To do
What lines in the records below contain the string "edges"? Copy every one.

Excerpted records
* * * * * * *
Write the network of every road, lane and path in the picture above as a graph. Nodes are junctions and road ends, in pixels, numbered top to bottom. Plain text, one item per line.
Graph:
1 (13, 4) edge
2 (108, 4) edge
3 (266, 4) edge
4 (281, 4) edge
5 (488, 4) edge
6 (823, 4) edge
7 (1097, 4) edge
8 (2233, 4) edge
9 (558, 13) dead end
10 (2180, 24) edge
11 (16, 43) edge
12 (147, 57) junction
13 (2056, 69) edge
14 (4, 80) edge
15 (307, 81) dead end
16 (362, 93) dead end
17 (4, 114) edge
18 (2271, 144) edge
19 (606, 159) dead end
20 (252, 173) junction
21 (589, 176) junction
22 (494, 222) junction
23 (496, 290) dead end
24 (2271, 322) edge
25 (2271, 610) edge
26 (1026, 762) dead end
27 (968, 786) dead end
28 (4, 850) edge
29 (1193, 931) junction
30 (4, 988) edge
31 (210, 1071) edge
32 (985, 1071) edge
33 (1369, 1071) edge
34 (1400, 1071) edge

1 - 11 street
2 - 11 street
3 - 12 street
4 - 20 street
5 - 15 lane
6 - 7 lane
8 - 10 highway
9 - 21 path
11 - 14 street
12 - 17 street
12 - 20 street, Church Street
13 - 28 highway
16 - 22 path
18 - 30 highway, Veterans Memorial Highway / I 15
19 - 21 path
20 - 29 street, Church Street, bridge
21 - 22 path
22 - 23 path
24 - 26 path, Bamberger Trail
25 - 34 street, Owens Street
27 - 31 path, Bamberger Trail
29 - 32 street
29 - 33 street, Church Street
* * * * * * *
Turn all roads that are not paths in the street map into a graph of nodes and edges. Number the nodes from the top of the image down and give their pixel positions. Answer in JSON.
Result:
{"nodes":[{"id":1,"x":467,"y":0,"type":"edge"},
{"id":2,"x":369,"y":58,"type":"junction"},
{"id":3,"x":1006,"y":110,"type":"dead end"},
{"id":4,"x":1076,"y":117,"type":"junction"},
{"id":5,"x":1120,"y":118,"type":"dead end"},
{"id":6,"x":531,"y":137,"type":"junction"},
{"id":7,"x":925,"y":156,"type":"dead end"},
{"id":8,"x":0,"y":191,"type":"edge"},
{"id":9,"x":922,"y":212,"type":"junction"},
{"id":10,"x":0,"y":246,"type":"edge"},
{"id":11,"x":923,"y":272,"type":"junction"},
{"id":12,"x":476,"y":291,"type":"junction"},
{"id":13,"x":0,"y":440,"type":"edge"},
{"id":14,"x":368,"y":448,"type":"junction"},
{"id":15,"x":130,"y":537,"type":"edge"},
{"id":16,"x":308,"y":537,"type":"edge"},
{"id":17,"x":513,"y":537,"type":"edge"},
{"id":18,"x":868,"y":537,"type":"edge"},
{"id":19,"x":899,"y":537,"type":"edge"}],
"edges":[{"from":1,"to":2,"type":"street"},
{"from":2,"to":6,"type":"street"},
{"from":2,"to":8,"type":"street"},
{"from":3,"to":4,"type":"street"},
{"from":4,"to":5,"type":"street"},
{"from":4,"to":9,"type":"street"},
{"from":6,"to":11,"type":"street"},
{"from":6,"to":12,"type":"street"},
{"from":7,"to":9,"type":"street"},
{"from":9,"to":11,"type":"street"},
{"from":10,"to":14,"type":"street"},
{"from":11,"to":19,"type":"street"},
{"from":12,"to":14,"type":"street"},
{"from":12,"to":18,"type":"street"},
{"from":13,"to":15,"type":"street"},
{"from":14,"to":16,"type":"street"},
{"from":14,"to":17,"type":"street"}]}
* * * * * * *
Response
Turn all roads that are not paths in the street map into a graph of nodes and edges. Number the nodes from the top of the image down and give their pixel positions. Answer in JSON.
"edges":[{"from":1,"to":2,"type":"street"},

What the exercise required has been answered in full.